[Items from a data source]

################

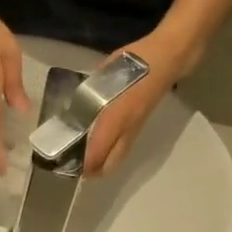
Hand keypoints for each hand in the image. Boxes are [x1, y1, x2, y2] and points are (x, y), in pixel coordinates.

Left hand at [83, 28, 201, 176]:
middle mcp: (124, 132)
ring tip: (85, 157)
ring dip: (101, 164)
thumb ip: (89, 96)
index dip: (80, 165)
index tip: (64, 162)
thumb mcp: (104, 76)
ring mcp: (134, 131)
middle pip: (108, 166)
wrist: (166, 60)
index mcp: (113, 120)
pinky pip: (122, 150)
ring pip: (116, 160)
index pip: (94, 156)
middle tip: (75, 164)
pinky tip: (100, 144)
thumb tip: (75, 109)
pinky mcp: (140, 127)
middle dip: (91, 171)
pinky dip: (109, 154)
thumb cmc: (134, 63)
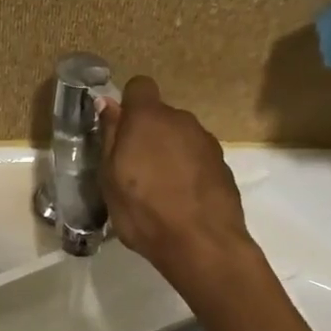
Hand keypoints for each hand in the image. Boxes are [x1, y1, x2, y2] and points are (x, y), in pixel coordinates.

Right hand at [99, 75, 253, 288]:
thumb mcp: (110, 176)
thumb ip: (111, 135)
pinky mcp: (223, 164)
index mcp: (149, 118)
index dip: (128, 105)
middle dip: (147, 134)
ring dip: (169, 153)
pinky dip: (187, 171)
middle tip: (134, 170)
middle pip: (160, 116)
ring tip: (159, 190)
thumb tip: (106, 103)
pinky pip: (197, 158)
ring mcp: (207, 142)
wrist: (201, 243)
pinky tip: (181, 200)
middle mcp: (181, 121)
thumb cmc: (143, 210)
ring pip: (180, 137)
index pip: (139, 87)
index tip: (120, 132)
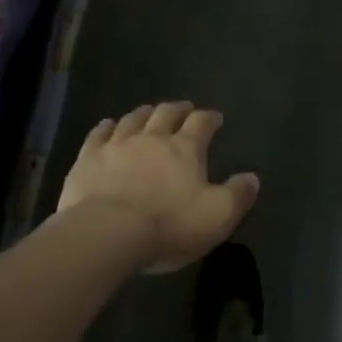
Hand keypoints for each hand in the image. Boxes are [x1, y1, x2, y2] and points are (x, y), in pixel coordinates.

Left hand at [57, 103, 258, 274]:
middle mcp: (152, 137)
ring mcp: (118, 144)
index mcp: (185, 148)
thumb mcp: (216, 216)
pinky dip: (106, 127)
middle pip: (167, 113)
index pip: (202, 123)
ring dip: (145, 113)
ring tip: (150, 112)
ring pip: (134, 119)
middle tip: (184, 108)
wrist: (106, 233)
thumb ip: (238, 195)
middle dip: (178, 109)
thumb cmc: (167, 225)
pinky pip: (99, 134)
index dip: (210, 118)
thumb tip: (252, 177)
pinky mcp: (89, 157)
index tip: (215, 118)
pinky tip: (108, 125)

################

## WORK TASK
Give back exactly the lines from the line with "pinky dip: (187, 171)" through the final line of the entries above, and keep pictures out of the copy.

## REPLY TO THE TASK
pinky dip: (187, 171)
middle tip: (134, 170)
middle pip: (160, 116)
ring tip: (159, 190)
thumb tip: (106, 103)
pinky pip: (197, 158)
ring mcp: (207, 142)
wrist: (201, 243)
pinky tip: (181, 200)
middle mcp: (181, 121)
thumb cmc: (143, 210)
ring pip: (180, 137)
index pip: (139, 87)
index tip: (120, 132)
Hand keypoints for each hand in the image. Boxes are [x1, y1, x2, y2] and points are (x, y), in pixel coordinates.

Left hand at [57, 103, 258, 274]:
middle mcp: (152, 137)
ring mcp: (118, 144)
index mcp: (185, 148)
thumb mcp: (216, 216)
pinky dip: (106, 127)
middle pip: (167, 113)
index pip: (202, 123)
ring dip: (145, 113)
ring tip: (150, 112)
ring pip: (134, 119)
middle tip: (184, 108)
wrist: (106, 233)
thumb ip: (238, 195)
middle dip: (178, 109)
thumb cmc: (167, 225)
pinky pip: (99, 134)
index dip: (210, 118)
thumb tip: (252, 177)
pinky mcp: (89, 157)
index tip: (215, 118)
pinky tip: (108, 125)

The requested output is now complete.